Make A Sentence Stand Out
For all the need to limit text in your slides, there’s plenty of times when you simply have to throw a bunch of words onto the screen.
Where it’s a memorable quote, there are ways of doing so to encourage audience participation whilst also boosting the likelihood of it sticking in their minds. Such as adding a relevant image and leaving a word blank for them to guess.
Where though it is simply a useful standalone sentence things becoming more tricky.
So I was pleased to be reminded of this type of ‘block’ technique.
Discovered bizarrely in a football matchday programme using sidebars of prose rather than graphics to get stats across. I was immediately taken by the differences in fonts and relative strengths as well as shapes – as I’ve tried to give a feel for with my above pic. (I also used some Farrow&Ball ‘recommended‘ colours).
I suspect that if you need to show more than one such sentence, then keeping the theme consistent would work quite well.
Of course, your line must have something compelling to say.
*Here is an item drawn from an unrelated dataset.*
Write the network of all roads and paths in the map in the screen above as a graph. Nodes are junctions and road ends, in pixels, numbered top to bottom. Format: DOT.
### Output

Never waste a slide. But when it does, it’ll hopefully get remembered better than if you just plop some words in the middle of the screen as if you’ve typed into a wordprocessor doc.
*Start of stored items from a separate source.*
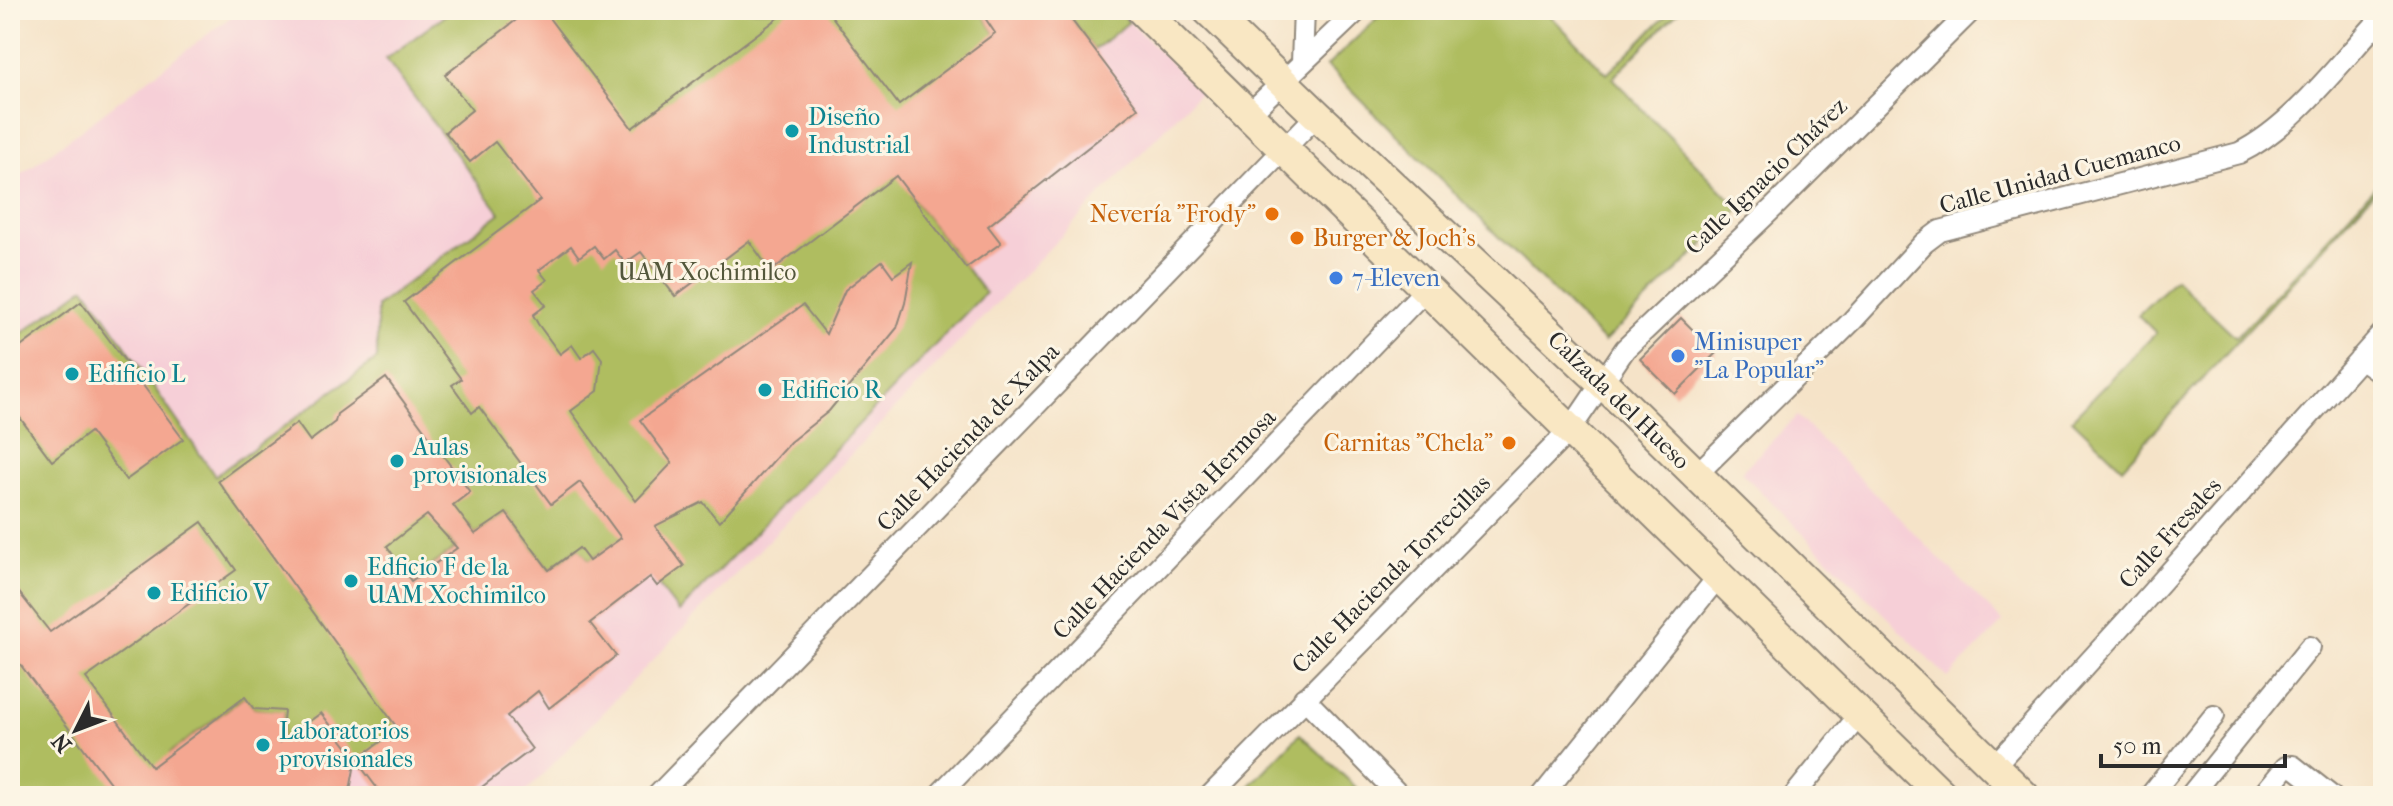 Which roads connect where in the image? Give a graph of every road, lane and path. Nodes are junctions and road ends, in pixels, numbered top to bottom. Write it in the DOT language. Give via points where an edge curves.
graph roads {
  1 [pos="1142,10"];
  2 [pos="1208,10"];
  3 [pos="1304,10"];
  4 [pos="1358,10"];
  5 [pos="1972,10"];
  6 [pos="2383,16"];
  7 [pos="1292,72"];
  8 [pos="1249,114"];
  9 [pos="1317,115"];
  10 [pos="1284,149"];
  11 [pos="1427,288"];
  12 [pos="2383,333"];
  13 [pos="2360,358"];
  14 [pos="2383,374"];
  15 [pos="1603,383"];
  16 [pos="1570,430"];
  17 [pos="1696,475"];
  18 [pos="1718,577"];
  19 [pos="2310,647"];
  20 [pos="1304,698"];
  21 [pos="1861,713"];
  22 [pos="2214,716"];
  23 [pos="1994,766"];
  24 [pos="657,796"];
  25 [pos="938,796"];
  26 [pos="1210,796"];
  27 [pos="1400,796"];
  28 [pos="1542,796"];
  29 [pos="1794,796"];
  30 [pos="1943,796"];
  31 [pos="2024,796"];
  32 [pos="2150,796"];
  33 [pos="2190,796"];
  34 [pos="2262,796"];
  35 [pos="2331,796"];
  1 -- 8 [label="main road"];
  2 -- 7 [label="main road, Calzada del Hueso"];
  3 -- 7 [label="street"];
  4 -- 7 [label="street"];
  5 -- 15 [label="street, Calle Ignacio Chávez" via="1625,349"];
  6 -- 17 [label="street, Calle Unidad Cuemanco" via="2277,130 2249,149 1940,231"];
  7 -- 8 [label="street"];
  7 -- 9 [label="main road, Calzada del Hueso"];
  8 -- 10 [label="main road"];
  9 -- 10 [label="street, Calle Hacienda de Xalpa"];
  9 -- 15 [label="main road, Calzada del Hueso"];
  10 -- 11 [label="main road"];
  10 -- 24 [label="street, Calle Hacienda de Xalpa"];
  11 -- 16 [label="main road"];
  11 -- 25 [label="street, Calle Hacienda Vista Hermosa"];
  12 -- 13 [label="street, Calle Fresales"];
  13 -- 14 [label="street"];
  13 -- 23 [label="street, Calle Fresales"];
  15 -- 16 [label="street, Calle Hacienda Torrecillas"];
  15 -- 17 [label="main road, Calzada del Hueso"];
  16 -- 18 [label="main road"];
  16 -- 20 [label="street, Calle Hacienda Torrecillas"];
  17 -- 23 [label="main road, Calzada del Hueso"];
  18 -- 21 [label="main road"];
  18 -- 28 [label="street"];
  19 -- 33 [label="street"];
  20 -- 26 [label="street, Calle Hacienda Torrecillas"];
  20 -- 27 [label="street"];
  21 -- 29 [label="street"];
  21 -- 30 [label="main road"];
  22 -- 32 [label="street"];
  23 -- 31 [label="main road, Calzada del Hueso"];
  34 -- 35 [label="street" via="2286,767 2293,766"];
}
A random surf reveals all manner of different findings here. Such as:
“On average, bullet-point slides yield a 15-20% recall of information after just five minutes”
Or…
“Hamilton (1999) found that audience recall of an informative presentation was 18% better when visuals were used”
So perhaps if you can help morph your text into an image, you’ll improve your recall chances that perhaps vital 18%.